1/Les originalités des Caprines

a - Un animal identitaire
Quand les visiteurs de la première fête ont envahi la tour de Crest (Drôme) en 1996, personne ne savait ce que cette journée allait donner. Flop ? Fête moyenne ? Ce fut un succès avec près de 3000 visiteurs au lieu des 500 attendus ! Les raisons de ce succès tenaient d’une part aux ingrédients : un animal identitaire d’un territoire, un cocktail structurel dynamique, une filière forte et motivée. Mais cette « mayonnaise » aurait pu retomber en eau s’il n’y avait eu une âme, un animateur quasiment charismatique : Raymond Ballon, alors directeur de la Maison des Jeunes et de la Culture (MJC) de Crest. Travaillant de concert avec les animateurs du District d’Aménagement du Val de Drome (DAVD, devenu par la suite CCVD – Communauté de Communes…), ils ont d’abord identifié ce qui pouvait représenter ce territoire : il s’est avéré que le point commun à ses habitants était la chèvre. Tout le monde avait gardé ou vu une chèvre un jour ou l’autre, tout le monde a mangé, mange et mangera du fromage de chèvre, « picodon » commun ou « Picodon AOC Drôme-Ardèche ». La chèvre est une culture réelle et fantasmée ancrée profondément dans cette région autour de Crest, tout autant qu’une réalité économique et agricole.

b - Le poids et la dynamique de la filière caprine en Val de Drôme
En 1996, l’agriculture caprine représentait 280 chevriers sur le territoire du DAVD : 10000 chèvres sur 4 cantons. Une industrie laitière avec 14 millions de litres de lait de chèvre produits ou transformés (dont 8 à la Coopérative de Crest), compte tenu de l’apport de l’Ardèche toute proche. La moitié du lait était vendue directement aux transformateurs coopératifs ou privés, un quart de la production aux affineurs et le dernier quart en vente directe. Depuis, comme partout, le nombre de chèvres et le litrage produit ont augmenté, tandis que le nombre de chevriers tend à diminuer.
Tout au long de ces années, il faut souligner la participation aux fêtes des différentes et nombreuses structures composant la filière caprine : Syndicat caprin, Chambre d’Agriculture, AOC Picodon Drôme-Ardèche, MFR de Divajeu, CIVAM (de ferme en ferme), Coopérative de Crest, PEP caprin Rhône-Alpes, station expérimentale du Pradel en Ardèche, association FERME, etc., sans oublier le Comité de la fête du Picodon à Saoû.

c - Des chevriers en quête de reconnaissance
Patrick Sourbès, président du syndicat caprin, livrait sa pensée lors de la première fête : « Pour moi, chevrier, c’est l’envie irrésistible de communiquer au plus grand nombre une passion, un art, un métier, une tradition.

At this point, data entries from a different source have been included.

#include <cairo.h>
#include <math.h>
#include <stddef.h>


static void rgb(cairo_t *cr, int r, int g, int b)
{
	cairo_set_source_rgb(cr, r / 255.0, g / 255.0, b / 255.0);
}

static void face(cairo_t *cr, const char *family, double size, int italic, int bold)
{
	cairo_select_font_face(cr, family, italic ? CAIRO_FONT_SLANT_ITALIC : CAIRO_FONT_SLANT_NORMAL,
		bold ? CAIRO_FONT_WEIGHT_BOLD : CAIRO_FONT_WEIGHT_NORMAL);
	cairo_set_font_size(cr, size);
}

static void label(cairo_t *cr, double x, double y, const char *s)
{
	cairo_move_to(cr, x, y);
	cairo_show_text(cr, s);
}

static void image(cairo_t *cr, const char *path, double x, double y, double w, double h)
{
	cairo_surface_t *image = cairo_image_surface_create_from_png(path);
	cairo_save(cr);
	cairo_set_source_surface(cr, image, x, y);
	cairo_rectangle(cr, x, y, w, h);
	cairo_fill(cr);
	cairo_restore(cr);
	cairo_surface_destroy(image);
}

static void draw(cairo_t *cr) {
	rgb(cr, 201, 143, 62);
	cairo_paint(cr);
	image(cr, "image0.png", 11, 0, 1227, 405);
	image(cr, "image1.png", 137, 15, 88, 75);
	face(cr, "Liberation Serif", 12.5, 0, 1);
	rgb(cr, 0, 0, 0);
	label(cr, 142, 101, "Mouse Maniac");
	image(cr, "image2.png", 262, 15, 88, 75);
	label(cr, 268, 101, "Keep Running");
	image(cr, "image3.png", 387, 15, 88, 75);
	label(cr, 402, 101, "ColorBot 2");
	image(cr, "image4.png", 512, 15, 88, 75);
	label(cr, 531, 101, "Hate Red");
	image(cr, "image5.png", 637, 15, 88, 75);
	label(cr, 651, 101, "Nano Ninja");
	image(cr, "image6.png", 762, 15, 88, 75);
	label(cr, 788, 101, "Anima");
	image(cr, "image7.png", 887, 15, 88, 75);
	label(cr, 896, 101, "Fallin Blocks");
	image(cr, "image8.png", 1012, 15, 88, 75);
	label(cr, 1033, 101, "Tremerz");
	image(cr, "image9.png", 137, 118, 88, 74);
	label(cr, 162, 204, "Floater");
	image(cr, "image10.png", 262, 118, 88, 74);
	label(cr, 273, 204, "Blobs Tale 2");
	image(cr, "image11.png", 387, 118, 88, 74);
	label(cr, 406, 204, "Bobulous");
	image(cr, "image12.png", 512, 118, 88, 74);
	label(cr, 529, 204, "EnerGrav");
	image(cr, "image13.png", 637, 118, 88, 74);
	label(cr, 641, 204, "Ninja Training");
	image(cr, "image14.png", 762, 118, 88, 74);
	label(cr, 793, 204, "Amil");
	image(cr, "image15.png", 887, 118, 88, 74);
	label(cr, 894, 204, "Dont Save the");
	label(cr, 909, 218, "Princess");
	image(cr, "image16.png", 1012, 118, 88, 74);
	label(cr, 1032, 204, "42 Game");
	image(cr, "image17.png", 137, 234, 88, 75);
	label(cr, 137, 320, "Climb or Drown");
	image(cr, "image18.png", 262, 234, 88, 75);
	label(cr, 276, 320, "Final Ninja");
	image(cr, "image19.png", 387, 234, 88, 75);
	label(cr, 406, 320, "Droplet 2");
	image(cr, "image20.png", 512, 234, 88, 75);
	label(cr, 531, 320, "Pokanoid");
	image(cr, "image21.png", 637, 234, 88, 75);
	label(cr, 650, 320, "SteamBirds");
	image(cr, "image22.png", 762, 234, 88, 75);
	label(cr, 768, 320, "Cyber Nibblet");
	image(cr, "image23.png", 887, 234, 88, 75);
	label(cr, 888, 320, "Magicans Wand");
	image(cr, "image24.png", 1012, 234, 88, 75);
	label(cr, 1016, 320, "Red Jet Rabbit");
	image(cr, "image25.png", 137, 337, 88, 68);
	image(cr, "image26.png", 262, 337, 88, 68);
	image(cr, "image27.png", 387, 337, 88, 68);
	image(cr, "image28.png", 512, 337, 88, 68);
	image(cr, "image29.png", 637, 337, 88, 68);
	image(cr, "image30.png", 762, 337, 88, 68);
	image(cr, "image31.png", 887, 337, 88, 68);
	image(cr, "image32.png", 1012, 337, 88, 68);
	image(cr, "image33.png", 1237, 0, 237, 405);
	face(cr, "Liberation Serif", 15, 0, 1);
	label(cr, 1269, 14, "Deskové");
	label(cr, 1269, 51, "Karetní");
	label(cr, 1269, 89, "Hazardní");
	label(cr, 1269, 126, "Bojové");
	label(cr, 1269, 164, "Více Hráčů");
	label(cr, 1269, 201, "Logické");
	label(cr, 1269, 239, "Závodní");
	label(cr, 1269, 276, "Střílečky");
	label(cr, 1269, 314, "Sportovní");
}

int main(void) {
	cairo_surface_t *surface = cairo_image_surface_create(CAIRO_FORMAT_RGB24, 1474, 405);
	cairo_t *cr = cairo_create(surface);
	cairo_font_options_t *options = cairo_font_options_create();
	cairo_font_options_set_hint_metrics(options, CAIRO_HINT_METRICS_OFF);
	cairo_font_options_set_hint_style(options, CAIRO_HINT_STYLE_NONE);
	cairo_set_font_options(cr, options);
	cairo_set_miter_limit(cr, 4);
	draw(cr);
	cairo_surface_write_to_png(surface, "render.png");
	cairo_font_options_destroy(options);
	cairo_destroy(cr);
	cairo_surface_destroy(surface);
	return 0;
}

Une fête pour mettre à l’honneur notre profession de chevrières et chevriers. Nous sommes très connus du public par notre produit, le fromage de chèvre, le Picodon. Mais que savons-nous des chevriers, artistes, musiciens, sculpteurs, cultivateurs et amoureux de la nature que nous sommes ? La chèvre et son milieu engendrent une effervescence artistique et variée en Val de Drôme : il lui manquait un événement pour que la rencontre ait lieu. »
Ce chevrier-fromager a, par la suite, en toute logique de la dynamique des Caprines, écrit un livre « Bonjour les chèvres » illustré des photos de Brigitte Kohl. En 2008, cette photographe de talent a réalisé une rétrospective de 1000 photos couvrant les 12 années de fêtes. Un travail impressionnant !

d - La volonté et les moyens d’une « fête transversale »
Le « transversal », une notion novatrice il y a douze ans pour désigner cette volonté de travailler à travers (malgré) les murs administratifs, financiers et parfois mentaux : comment mettre en œuvre en même temps l’agriculture, la culture, la pédagogie et les arts ? Il n’est déjà pas évident que des agriculteurs fassent la fête sur le thème de leur production, mais de là à rencontrer des artistes, des « cultureux »… Gens tout aussi souvent isolés dans leur propre monde. Ce « mélange » du secteur économique et du secteur culturel était une nouveauté, un pari, que la Région encourageait financièrement par le biais du contrat pluriannuel de développement culturel. C’est ainsi que Raymond Ballon en qualité de coordinateur de la vie culturelle en Val de Drôme, Hugues Vernier animateur du DAVD, ont permis la fécondation du « noyau dur » des Caprines : une équipe de chevriers inventifs, ouverts, dont la famille Gascoin, et bien d’autres…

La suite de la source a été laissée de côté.